Members of the audience synchronise with the band by tapping
their feet to the basic beat. But musicians have a more subtle
strategy. "If you generate a solo line with a computer and delay
every note relative to the cymbal it sounds awful," says Friberg.
"The funny thing," he adds, "is that there is a distinctive
pattern that most musicians are not aware of. They synchronise on
the short eighth note."

He says that this off-the-beat synchronisation of the soloist and
the rhythm section is crucial in keeping the band from falling
apart. Effectively the musicians synchronise their internal
clocks every few beats throughout the piece. When the
off-the-beat notes are synchronised, says Friberg, "you often
don't realise the soloist is lagging".

So how did the producers of West Side Story resolve their
drumming dilemma? Even after 42 years musicians still tell the
story. At the time Britain's best jazz drummer was Phil Seaman,
who was a good reader. But he had a problem. Or to be precise,
two problems. One was alcohol and the other heroin. But after
some dithering, the producers gave him the job.

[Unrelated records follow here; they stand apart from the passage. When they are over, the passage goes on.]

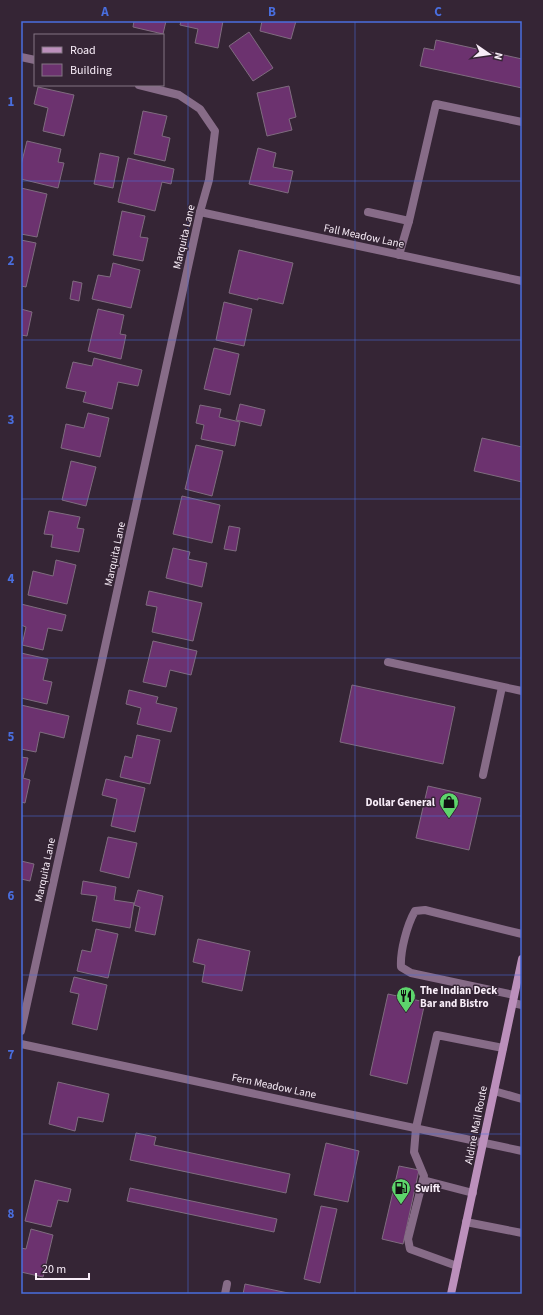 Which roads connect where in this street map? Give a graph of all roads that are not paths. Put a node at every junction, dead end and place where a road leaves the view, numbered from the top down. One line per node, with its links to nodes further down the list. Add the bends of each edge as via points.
1 (21, 57): 2 (street)
2 (34, 60)
3 (143, 86): 5 (street, Marquita Lane, via 179,95 200,109 215,131 209,180)
4 (522, 122): 7 (street, via 436,104)
5 (200, 212): 8 (street, Fall Meadow Lane); 18 (street, Marquita Lane)
6 (368, 212): 7 (street)
7 (409, 220): 8 (street)
8 (399, 255): 9 (street, Fall Meadow Lane)
9 (522, 281)
10 (388, 662): 11 (street)
11 (502, 687): 12 (street); 13 (street)
12 (522, 691)
13 (483, 775)
14 (522, 934): 16 (street, via 425,910 415,912 410,920 401,959 402,967 411,973)
15 (522, 959): 16 (main road, Aldine Mail Route)
16 (513, 999): 17 (street); 20 (main road, Aldine Mail Route)
17 (522, 1005)
18 (21, 1031)
19 (21, 1044): 23 (street, Fern Meadow Lane)
20 (503, 1048): 21 (main road, Aldine Mail Route); 23 (street, via 438,1035)
21 (494, 1091): 22 (street); 24 (main road, Aldine Mail Route)
22 (522, 1099)
23 (416, 1128): 24 (street, Fern Meadow Lane); 26 (street, via 414,1152 424,1176)
24 (483, 1142): 25 (street, Fern Meadow Lane); 27 (main road, Aldine Mail Route)
25 (522, 1151)
26 (423, 1180): 27 (street); 30 (street, via 408,1239 410,1249)
27 (473, 1193): 28 (main road, Aldine Mail Route)
28 (466, 1222): 29 (street); 30 (main road, Aldine Mail Route)
29 (522, 1233)
30 (457, 1266): 33 (main road, Aldine Mail Route)
31 (227, 1284): 32 (street)
32 (225, 1294)
33 (451, 1294) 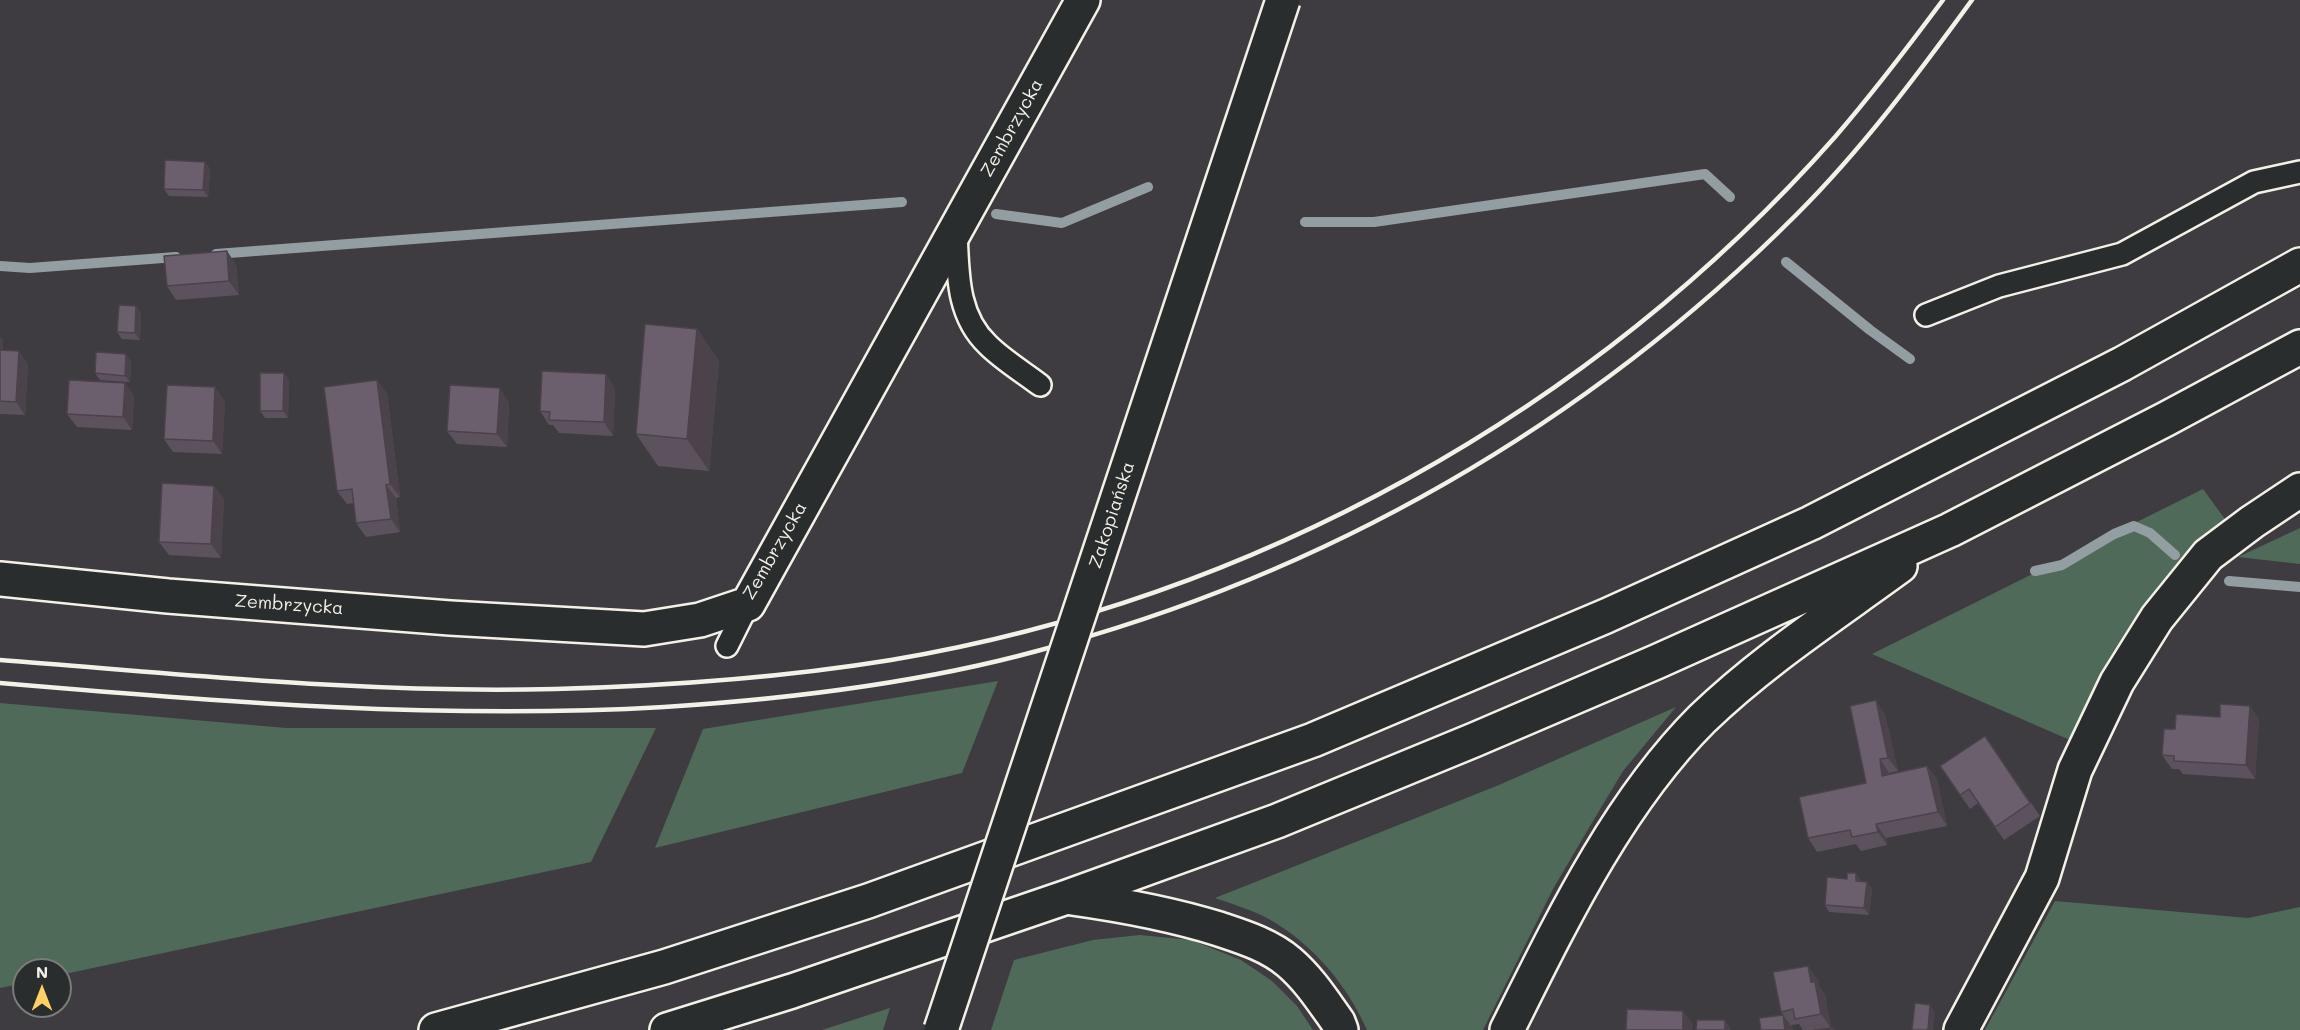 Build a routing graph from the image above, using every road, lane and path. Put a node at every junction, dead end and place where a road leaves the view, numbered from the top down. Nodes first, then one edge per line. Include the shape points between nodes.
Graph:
1 (1083, 0) edge
2 (1283, 0) edge
3 (2300, 172) edge
4 (956, 230) junction
5 (2300, 265) edge
6 (1926, 315) dead end
7 (2300, 347) edge
8 (1040, 385) dead end
9 (2300, 490) edge
10 (1950, 530) junction
11 (0, 579) edge
12 (748, 604) junction
13 (727, 646) dead end
14 (1067, 897) junction
15 (436, 1030) edge
16 (667, 1030) edge
17 (941, 1030) edge
18 (1341, 1030) edge
19 (1507, 1030) edge
20 (1962, 1030) edge

1 - 4 main road, Zembrzycka
2 - 17 main road, Zakopiańska, bridge
3 - 6 lane via 2254,182 2122,254 1999,286
4 - 8 lane via 960,292 970,323 987,345
4 - 12 main road, Zembrzycka
5 - 15 main road via 2122,364 1811,523 1584,626 1313,741 868,901 664,967
7 - 10 main road
9 - 20 main road via 2208,555 2140,645 2117,682 2075,770 2042,878
10 - 14 main road via 1474,741 1276,821
10 - 19 main road via 1766,664 1729,694 1676,748 1595,862
11 - 12 main road, Zembrzycka via 450,618 644,629 700,620
12 - 13 lane
14 - 16 main road
14 - 18 main road via 1140,908 1263,945 1288,961 1307,980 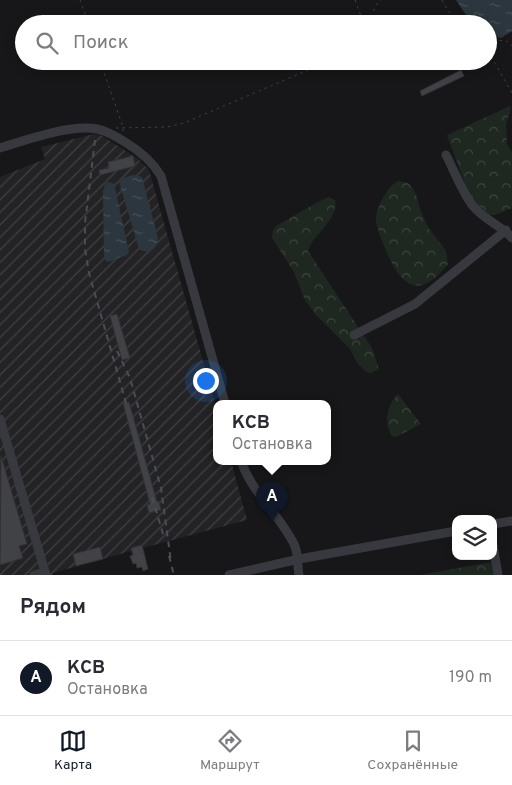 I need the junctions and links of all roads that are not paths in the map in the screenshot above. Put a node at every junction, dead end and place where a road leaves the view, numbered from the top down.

All went well
until one matinee, when the regular conductor took the day off.

Seaman had a habit, half-affected, half-genuine, of appearing to
doze when he wasn't playing--and during one pause in the music,
his head began to nod. Fearing that he had dropped off and wary
of his reputation, the conductor gestured frantically to the bass
player to wake the dozing drummer. The bass player reached across
and prodded Seaman with his bow. Startled, Seaman stood up and
fell backwards over his drum stool, straight into the Chinese
gong--which reverberated around the theatre and stopped the show.

Seaman stood up, cleared his throat, and announced: "Ladies and
gentlemen, dinner is served." The management promptly sacked him.

Mick Hamer

From New Scientist magazine, 23 December 2000.